Friday, March 26, 2010

Friday's Favs

(Note: every Friday I'll post a favorite rant from the archives)

from March 18, 2009


VJ Days


I'm 45, which means I'm old enough to remember when MTV played music videos. VH-1, too.

Means I know what a VJ is, and that Don Imus and Rosie O'Donnell were once colleagues at VH-1.

I haven't watched MTV in years, maybe going on decades. VH-1 hasn't exactly been part of my viewing list, either. There was a brief spike in my VH-1 viewership when the show "Pop-Up Video" debuted, because I thought that concept was as cool as hell. But aside from that, meh.

It didn't used to be that way.

I was smitten with MTV in the early-1980s, shortly after it burst onto the scene. Radio on TV!

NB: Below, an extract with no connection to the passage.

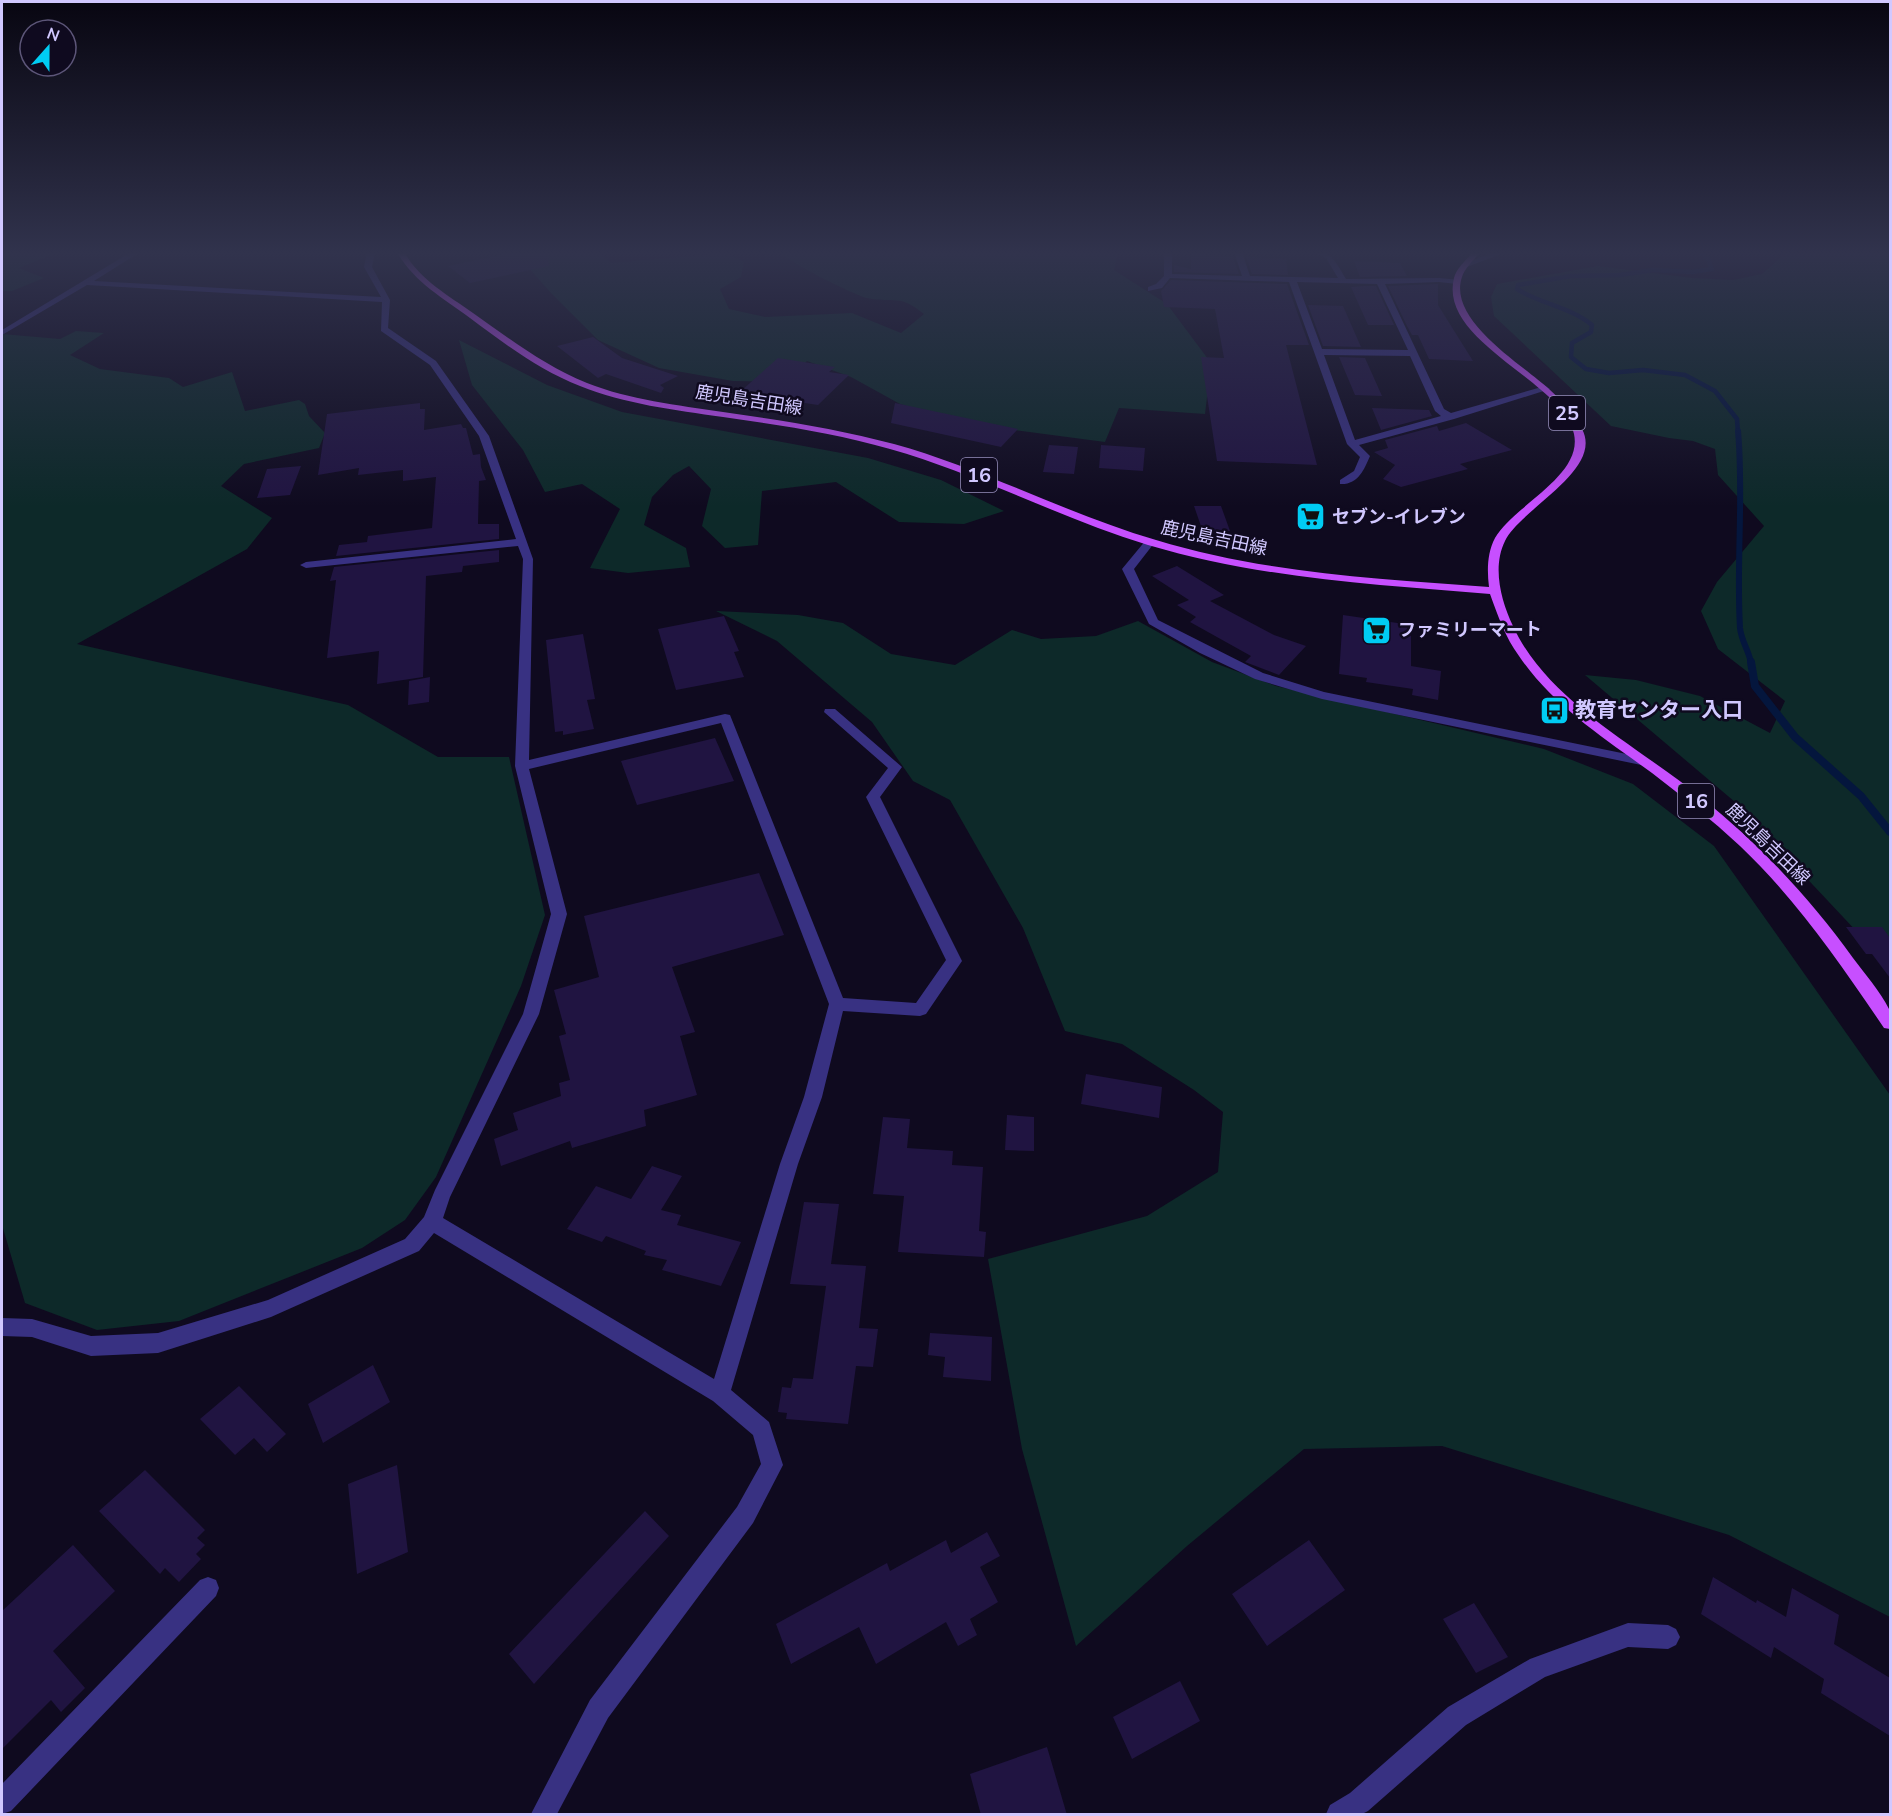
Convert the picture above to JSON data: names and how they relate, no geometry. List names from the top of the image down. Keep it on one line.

That's basically what it was. Only you could SEE the on-air talent, instead of having to imagine what they looked like. Some of the names, I'm sure, might resonate with some of you. Nina Blackwood. Alan Hunter. Mark Goodman. JJ Jackson. Martha Quinn.

They were young-ish -- late-20s, early-30s -- and they were basically disc jockeys on TV. Hence the brand new moniker of VJ -- video jockey.

It was remarkably simpler back then, MTV was.


Original MTV jocks (from left) Jackson; Blackwood; Goodman; Quinn; and Hunter


You'd flick it on, courtesy your local cable company, and the odds were good that one of two things would be on the screen: a music video, or a VJ -- TALKING about music videos. Or maybe pumping an artist's latest tour, with dates and venues.

You could keep MTV on, in the background, and check in on it whenever you heard a favorite song of the day. Maybe you were just a fan of Nina's, and when you heard her husky voice you'd stop whatever you were doing and poke your head into the TV room to see what she had to say. Or to just look at her. Not that I would know anything about that.

It was magnificently simple, looking back on it. MTV -- music videos with some VJs sprinkled in.

Then there was VH-1.

I was thinking about all of this thanks to the news of Don Imus's cancer diagnosis, which he revealed publicly a few days ago.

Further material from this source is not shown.